木剣ではなく、真剣であったならゴンザレスは死んでいたかもしれない。
心配になってレベッカさんに尋ねる。
「レベッカさん、大丈夫なんでしょうか?ゴンザレスはボロボロですし、棄権したほうが・・・」
「心配ない。傷だらけだが、ゴンザレスの目は死んでいない。それに素人目には分からんだろうが、
教師の男が振るう剣のスピードが徐々に落ちてきている」
しばらく攻防が続いた後、素人の私が見ても、教師のスピードが落ちてきているのが分かった。
そして決着のときが訪れた。
徹底したヒットアンドアウェイ戦法を続けてきた教師だったが、渾身の一撃を放った直後、間合いを取るのが一瞬遅れた。渾身の一撃を受け止めたゴンザレスは、教師に抱き着き、地面に組み伏せた。そして、抑え込みの態勢になり、教師の首を締め上げる。
しばらくして、教師は動かなくなった。失神したようだ。
慌てて、審判役のギルド職員が止めに入り、ゴンザレスの勝利を宣言した。会場は割れんばかりの歓声に包まれた。
一方観覧席では、フレッド様と近衛騎士団長が話をしていた。
「見事な勝利だった。もう一度息子を鍛えなおす」
「いや、真剣であれば、負けていたのはゴンザレスのほうだ。ルールがゴンザレスに味方したに過ぎない」
模擬戦開始前は、一触即発の空気だったのに、今は握手までしている。
「クララ嬢、父上と近衛騎士団長は犬猿の仲だが、お互い実力は認めている。それにあの教師も性格的にはクズだが、剣の腕は確かだからな」
ゴンザレスは訓練所の中央で、拳を掲げて、歓声に応えていた。いつも何かに怯えているゴンザレスはもういなかった。
★★★
そんなゴンザレスも最後の最後まで上達しなかったものがある。それは社交ダンスだ。
私は受けた仕事はきっちりやる質なのだが、こればっかりは気持ちが折れそうだった。何度もゴンザレスに投げ飛ばされる。それでも必死に立ち上がり、ゴンザレスに向かって行く。まるで、スポ根アニメの主人公のように。
「クララ、もうやめたほうが・・・」
「大丈夫よ、ゴンザレス。もう少しで掴めるはずだから・・・」
結局、決まったステップを覚え込ませ、リズムがズレようが、ぎこちなくなろうがお構いなく最後までやりきる作戦が功を奏した。

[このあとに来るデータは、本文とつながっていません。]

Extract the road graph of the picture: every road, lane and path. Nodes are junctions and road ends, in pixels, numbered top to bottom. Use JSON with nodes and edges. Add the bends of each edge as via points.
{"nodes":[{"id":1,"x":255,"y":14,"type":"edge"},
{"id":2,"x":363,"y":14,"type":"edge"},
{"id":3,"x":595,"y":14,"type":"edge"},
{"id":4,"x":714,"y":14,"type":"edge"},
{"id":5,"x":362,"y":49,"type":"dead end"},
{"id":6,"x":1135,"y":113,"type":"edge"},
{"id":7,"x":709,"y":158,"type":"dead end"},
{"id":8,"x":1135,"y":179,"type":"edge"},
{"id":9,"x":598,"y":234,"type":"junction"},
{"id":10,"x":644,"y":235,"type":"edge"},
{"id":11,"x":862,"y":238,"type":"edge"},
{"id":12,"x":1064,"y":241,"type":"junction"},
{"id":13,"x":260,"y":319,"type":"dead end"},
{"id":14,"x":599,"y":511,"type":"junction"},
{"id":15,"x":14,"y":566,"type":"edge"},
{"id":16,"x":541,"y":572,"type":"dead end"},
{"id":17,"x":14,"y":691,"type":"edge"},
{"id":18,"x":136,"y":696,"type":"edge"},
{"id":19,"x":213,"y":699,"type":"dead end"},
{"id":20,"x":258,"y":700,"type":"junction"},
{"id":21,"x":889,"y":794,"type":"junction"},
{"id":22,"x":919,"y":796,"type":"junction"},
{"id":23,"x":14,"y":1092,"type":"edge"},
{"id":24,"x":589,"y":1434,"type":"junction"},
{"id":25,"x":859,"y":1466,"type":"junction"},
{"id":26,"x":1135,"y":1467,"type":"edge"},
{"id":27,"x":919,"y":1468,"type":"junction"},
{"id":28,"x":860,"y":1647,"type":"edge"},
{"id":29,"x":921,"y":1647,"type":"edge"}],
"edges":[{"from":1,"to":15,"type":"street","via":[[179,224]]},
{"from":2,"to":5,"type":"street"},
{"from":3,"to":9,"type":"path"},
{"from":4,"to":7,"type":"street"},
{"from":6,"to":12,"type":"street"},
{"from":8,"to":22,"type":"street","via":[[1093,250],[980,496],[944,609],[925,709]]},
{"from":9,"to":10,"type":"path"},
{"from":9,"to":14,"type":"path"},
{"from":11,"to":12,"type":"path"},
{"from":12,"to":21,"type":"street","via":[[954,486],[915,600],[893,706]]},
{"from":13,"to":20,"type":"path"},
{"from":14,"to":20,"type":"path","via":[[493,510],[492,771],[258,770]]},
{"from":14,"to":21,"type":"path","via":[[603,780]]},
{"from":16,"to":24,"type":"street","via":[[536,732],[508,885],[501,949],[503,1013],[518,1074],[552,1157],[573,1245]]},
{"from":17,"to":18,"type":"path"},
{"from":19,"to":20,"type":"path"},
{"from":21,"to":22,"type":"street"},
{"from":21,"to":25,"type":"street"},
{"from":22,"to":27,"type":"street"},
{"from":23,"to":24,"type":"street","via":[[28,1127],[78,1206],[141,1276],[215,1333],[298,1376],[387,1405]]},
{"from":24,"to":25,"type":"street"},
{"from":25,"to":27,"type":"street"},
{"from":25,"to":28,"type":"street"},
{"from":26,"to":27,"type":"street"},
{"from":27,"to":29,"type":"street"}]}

褒められたものではないが、ダンスとは呼べるものにはなっていた。
フレッド様が言う。
「クララ嬢以外、ダンスの相手が務まらんのは問題だが、それくらいは何とか誤魔化せるだろう。入学しても引き続きゴンザレスを頼むぞ」
「は、はい・・・」
これがきっかけで、ゴンザレスとの縁は、学園を卒業しても切れることはなかったとだけ、今は言っておこう。